[Collected data]

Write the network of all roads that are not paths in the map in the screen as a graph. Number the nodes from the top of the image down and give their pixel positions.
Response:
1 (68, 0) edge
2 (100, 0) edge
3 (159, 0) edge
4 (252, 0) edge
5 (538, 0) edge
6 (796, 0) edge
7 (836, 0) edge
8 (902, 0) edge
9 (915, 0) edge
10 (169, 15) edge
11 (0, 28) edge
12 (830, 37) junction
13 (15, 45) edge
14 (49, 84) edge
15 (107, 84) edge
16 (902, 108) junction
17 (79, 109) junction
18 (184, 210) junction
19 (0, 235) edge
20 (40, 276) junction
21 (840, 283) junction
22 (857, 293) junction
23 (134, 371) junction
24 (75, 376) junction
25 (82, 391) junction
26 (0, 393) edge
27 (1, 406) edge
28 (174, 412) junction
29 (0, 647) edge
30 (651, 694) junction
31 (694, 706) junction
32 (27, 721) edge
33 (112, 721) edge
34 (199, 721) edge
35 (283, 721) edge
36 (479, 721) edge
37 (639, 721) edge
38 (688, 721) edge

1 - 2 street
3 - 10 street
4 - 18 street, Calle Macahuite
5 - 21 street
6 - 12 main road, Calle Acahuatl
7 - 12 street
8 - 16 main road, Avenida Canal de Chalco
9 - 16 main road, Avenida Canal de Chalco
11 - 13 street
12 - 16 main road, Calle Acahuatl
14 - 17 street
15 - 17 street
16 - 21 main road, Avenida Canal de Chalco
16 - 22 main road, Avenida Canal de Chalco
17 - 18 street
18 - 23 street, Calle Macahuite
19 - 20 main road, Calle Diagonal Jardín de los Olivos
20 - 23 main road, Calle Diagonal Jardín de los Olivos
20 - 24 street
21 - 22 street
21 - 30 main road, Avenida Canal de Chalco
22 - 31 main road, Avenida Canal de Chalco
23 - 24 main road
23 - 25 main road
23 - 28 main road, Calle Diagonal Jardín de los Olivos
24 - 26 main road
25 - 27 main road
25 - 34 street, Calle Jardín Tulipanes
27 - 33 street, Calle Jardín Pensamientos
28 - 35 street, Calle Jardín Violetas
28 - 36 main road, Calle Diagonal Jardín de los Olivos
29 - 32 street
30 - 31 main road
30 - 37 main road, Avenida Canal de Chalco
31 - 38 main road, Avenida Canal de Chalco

Task item → Reproduce every record above, word for word.

Result of this task →
Write the network of all roads that are not paths in the map in the screen as a graph. Number the nodes from the top of the image down and give their pixel positions.
Response:
1 (68, 0) edge
2 (100, 0) edge
3 (159, 0) edge
4 (252, 0) edge
5 (538, 0) edge
6 (796, 0) edge
7 (836, 0) edge
8 (902, 0) edge
9 (915, 0) edge
10 (169, 15) edge
11 (0, 28) edge
12 (830, 37) junction
13 (15, 45) edge
14 (49, 84) edge
15 (107, 84) edge
16 (902, 108) junction
17 (79, 109) junction
18 (184, 210) junction
19 (0, 235) edge
20 (40, 276) junction
21 (840, 283) junction
22 (857, 293) junction
23 (134, 371) junction
24 (75, 376) junction
25 (82, 391) junction
26 (0, 393) edge
27 (1, 406) edge
28 (174, 412) junction
29 (0, 647) edge
30 (651, 694) junction
31 (694, 706) junction
32 (27, 721) edge
33 (112, 721) edge
34 (199, 721) edge
35 (283, 721) edge
36 (479, 721) edge
37 (639, 721) edge
38 (688, 721) edge

1 - 2 street
3 - 10 street
4 - 18 street, Calle Macahuite
5 - 21 street
6 - 12 main road, Calle Acahuatl
7 - 12 street
8 - 16 main road, Avenida Canal de Chalco
9 - 16 main road, Avenida Canal de Chalco
11 - 13 street
12 - 16 main road, Calle Acahuatl
14 - 17 street
15 - 17 street
16 - 21 main road, Avenida Canal de Chalco
16 - 22 main road, Avenida Canal de Chalco
17 - 18 street
18 - 23 street, Calle Macahuite
19 - 20 main road, Calle Diagonal Jardín de los Olivos
20 - 23 main road, Calle Diagonal Jardín de los Olivos
20 - 24 street
21 - 22 street
21 - 30 main road, Avenida Canal de Chalco
22 - 31 main road, Avenida Canal de Chalco
23 - 24 main road
23 - 25 main road
23 - 28 main road, Calle Diagonal Jardín de los Olivos
24 - 26 main road
25 - 27 main road
25 - 34 street, Calle Jardín Tulipanes
27 - 33 street, Calle Jardín Pensamientos
28 - 35 street, Calle Jardín Violetas
28 - 36 main road, Calle Diagonal Jardín de los Olivos
29 - 32 street
30 - 31 main road
30 - 37 main road, Avenida Canal de Chalco
31 - 38 main road, Avenida Canal de Chalco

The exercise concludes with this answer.